Bei anderen Daiwa Serien haben nämlich die Jiggerspin Modelle Spitzenaktion und die Spin Modelle sind mehr parabolischer Natur.
Wie realistisch würdest du denn das Wurfgewicht der 10-40g Variante einschätzen?


----------



## Der Buhnenfischer (15. Dezember 2015)

*AW: Neue Ruten Daiwa Ballistic-X Spin*

Das kommt ganz auf die Länge der Ruten an. Da gibt es schon einige Unterschiede.
Ich schicke dir mal unsere Nummer per PN, dann ist das einfacher zu bereden.


----------



## vermesser (15. Dezember 2015)

*AW: Neue Ruten Daiwa Ballistic-X Spin*

Auch die Jiggerspin R´nessa hat keine wirkliche saubere Spitzenaktion.

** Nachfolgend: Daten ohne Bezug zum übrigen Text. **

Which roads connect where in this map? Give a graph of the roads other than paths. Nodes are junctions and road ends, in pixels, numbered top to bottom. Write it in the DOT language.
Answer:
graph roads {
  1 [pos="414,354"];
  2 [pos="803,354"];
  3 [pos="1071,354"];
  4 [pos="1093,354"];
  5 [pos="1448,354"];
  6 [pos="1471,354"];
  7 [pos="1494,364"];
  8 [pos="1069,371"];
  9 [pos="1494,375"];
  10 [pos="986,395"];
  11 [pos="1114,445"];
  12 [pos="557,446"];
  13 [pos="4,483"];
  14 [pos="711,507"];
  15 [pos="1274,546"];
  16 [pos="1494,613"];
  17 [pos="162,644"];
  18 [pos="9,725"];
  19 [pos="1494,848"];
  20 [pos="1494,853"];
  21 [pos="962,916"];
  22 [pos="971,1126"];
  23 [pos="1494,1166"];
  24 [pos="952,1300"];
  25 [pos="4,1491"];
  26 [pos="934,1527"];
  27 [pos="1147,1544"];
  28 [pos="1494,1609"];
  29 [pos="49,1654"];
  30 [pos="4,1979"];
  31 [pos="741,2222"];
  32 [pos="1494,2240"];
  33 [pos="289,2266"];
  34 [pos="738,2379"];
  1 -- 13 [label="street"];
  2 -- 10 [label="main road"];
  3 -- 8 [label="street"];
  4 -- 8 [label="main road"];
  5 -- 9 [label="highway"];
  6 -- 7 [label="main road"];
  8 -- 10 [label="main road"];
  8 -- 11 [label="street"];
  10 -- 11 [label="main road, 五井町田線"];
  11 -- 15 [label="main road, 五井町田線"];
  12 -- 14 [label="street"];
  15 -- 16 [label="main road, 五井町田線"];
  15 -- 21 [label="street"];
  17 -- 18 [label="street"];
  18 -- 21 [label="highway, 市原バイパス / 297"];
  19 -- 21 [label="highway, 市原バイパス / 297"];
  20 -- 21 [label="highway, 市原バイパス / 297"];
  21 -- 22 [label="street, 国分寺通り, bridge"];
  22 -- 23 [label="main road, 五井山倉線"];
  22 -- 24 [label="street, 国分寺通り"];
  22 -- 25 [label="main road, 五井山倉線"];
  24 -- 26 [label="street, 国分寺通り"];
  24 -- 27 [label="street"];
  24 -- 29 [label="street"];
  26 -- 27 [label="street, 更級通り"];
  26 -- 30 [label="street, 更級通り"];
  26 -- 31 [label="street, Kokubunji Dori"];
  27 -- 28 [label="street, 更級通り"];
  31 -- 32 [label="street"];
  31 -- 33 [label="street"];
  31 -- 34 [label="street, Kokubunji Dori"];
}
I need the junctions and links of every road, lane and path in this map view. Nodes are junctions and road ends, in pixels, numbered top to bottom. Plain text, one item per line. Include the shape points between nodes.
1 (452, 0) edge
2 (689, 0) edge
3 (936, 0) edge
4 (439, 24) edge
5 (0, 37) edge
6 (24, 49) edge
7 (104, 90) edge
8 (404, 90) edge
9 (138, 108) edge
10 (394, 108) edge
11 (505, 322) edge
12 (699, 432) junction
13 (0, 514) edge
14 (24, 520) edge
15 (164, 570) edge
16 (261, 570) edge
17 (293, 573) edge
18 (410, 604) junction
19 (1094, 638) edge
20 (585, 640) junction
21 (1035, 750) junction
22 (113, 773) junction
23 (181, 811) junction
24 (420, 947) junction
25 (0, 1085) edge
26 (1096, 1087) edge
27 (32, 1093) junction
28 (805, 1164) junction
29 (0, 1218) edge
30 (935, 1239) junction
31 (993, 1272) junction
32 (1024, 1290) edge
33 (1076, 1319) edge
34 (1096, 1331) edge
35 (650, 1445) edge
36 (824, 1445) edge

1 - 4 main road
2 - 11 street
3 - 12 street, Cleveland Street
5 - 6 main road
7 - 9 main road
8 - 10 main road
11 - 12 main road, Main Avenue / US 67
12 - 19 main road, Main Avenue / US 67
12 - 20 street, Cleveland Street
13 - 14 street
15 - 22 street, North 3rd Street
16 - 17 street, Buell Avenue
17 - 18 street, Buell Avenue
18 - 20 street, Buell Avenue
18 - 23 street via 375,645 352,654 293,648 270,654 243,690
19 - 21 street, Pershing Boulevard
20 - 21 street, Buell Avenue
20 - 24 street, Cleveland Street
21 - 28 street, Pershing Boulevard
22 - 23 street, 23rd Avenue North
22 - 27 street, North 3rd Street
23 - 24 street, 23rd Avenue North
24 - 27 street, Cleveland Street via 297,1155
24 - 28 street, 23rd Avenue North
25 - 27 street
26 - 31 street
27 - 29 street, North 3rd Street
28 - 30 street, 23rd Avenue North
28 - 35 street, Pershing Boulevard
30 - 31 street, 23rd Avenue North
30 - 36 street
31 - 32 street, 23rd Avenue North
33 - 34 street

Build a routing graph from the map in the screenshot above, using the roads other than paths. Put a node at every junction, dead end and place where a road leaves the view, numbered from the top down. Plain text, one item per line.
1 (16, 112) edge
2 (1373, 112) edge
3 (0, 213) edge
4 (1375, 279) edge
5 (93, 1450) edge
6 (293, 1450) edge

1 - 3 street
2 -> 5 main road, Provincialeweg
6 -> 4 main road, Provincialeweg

Trotzdem sind die Ballistic- X schon interessante Stöcker.


----------



## powerpauer (29. Dezember 2015)

*AW: Neue Ruten Daiwa Ballistic-X Spin*

Hallo 
ich fische zu zeit auf Hecht leichte spinrute 10-40 Savagegear buschwacker die alte Variante bin mit der Rute nur bedingt zufrieden,was mir hier bei der buschwacker fehlt ist zu wenig poower in Handteil das heißt die Rute bei große Belastung, Groß Fisch ist mir einfach zu warm,von Aktion ist sie recht straf aber es fehlt einfach Power in Handteil,

nun suche ich nach eine alternativ spin Rute und dachte ich an die Daiwa Ballistic X Spin
 in 240.107 40 wg oder 15/ 50 wg 

gefischt soll die neue Rute mit Blech Blinker und wobler und ab und zu  mit gufi 

ich suche hier eine Erfahrung berichte zu genannte Daiwa Rute und würde ich mich sehr freuen über ein paar infos .

Gruß Powerpauer.


----------



## Guinst (30. Dezember 2015)

*AW: Neue Ruten Daiwa Ballistic-X Spin*

Was ich bis jetzt gehört habe, ist dass die Ballistc - x Ruten eher filigran/leicht sind.
Aus Erfahrung kann ich sagen, dass die Daiwa R'Nessa (die 3dx Spin Variante) ordentlich Power hat.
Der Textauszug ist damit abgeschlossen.